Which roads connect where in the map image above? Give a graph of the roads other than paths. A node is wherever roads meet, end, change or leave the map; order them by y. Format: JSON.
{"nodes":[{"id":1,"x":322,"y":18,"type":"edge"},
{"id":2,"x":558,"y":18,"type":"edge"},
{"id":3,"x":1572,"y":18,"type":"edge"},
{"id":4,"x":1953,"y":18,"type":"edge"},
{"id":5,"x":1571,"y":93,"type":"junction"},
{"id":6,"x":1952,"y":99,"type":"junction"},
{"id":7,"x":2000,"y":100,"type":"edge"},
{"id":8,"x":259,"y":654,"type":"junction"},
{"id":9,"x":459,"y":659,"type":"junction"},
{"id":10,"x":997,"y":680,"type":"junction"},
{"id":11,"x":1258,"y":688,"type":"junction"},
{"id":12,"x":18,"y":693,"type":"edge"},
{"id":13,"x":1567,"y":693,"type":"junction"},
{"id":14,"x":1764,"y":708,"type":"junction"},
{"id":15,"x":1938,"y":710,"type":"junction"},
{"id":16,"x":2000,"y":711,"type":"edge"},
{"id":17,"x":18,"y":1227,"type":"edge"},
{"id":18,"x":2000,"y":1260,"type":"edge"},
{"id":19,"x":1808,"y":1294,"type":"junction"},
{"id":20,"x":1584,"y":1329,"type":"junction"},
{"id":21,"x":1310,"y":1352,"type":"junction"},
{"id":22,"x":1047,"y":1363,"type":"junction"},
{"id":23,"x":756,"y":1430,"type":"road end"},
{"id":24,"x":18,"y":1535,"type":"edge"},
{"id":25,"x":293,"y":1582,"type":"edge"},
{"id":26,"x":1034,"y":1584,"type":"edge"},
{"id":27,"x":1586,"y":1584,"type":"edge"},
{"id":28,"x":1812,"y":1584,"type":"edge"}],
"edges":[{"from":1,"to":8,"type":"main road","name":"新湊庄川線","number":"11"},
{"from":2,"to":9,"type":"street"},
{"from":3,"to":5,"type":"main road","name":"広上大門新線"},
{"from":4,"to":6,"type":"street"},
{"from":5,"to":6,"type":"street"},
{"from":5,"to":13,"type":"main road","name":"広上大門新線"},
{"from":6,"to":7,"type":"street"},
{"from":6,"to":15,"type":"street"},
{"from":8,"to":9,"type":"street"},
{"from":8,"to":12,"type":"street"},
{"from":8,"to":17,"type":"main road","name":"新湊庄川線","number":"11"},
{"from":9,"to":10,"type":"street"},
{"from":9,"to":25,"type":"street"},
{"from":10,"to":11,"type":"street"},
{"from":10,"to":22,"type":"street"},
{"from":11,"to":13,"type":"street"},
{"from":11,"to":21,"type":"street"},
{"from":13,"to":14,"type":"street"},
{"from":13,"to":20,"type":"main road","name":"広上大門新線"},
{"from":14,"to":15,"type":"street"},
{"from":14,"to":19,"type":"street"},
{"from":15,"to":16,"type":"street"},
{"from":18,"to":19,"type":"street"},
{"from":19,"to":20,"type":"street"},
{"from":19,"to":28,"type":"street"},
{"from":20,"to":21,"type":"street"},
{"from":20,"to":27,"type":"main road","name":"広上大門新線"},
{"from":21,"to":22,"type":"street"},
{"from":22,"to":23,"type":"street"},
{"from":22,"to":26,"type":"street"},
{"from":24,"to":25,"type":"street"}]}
----
Work to be completed - Take each line above that holds the string "name" and copy it.

Response area -
"edges":[{"from":1,"to":8,"type":"main road","name":"新湊庄川線","number":"11"},
{"from":3,"to":5,"type":"main road","name":"広上大門新線"},
{"from":5,"to":13,"type":"main road","name":"広上大門新線"},
{"from":8,"to":17,"type":"main road","name":"新湊庄川線","number":"11"},
{"from":13,"to":20,"type":"main road","name":"広上大門新線"},
{"from":20,"to":27,"type":"main road","name":"広上大門新線"},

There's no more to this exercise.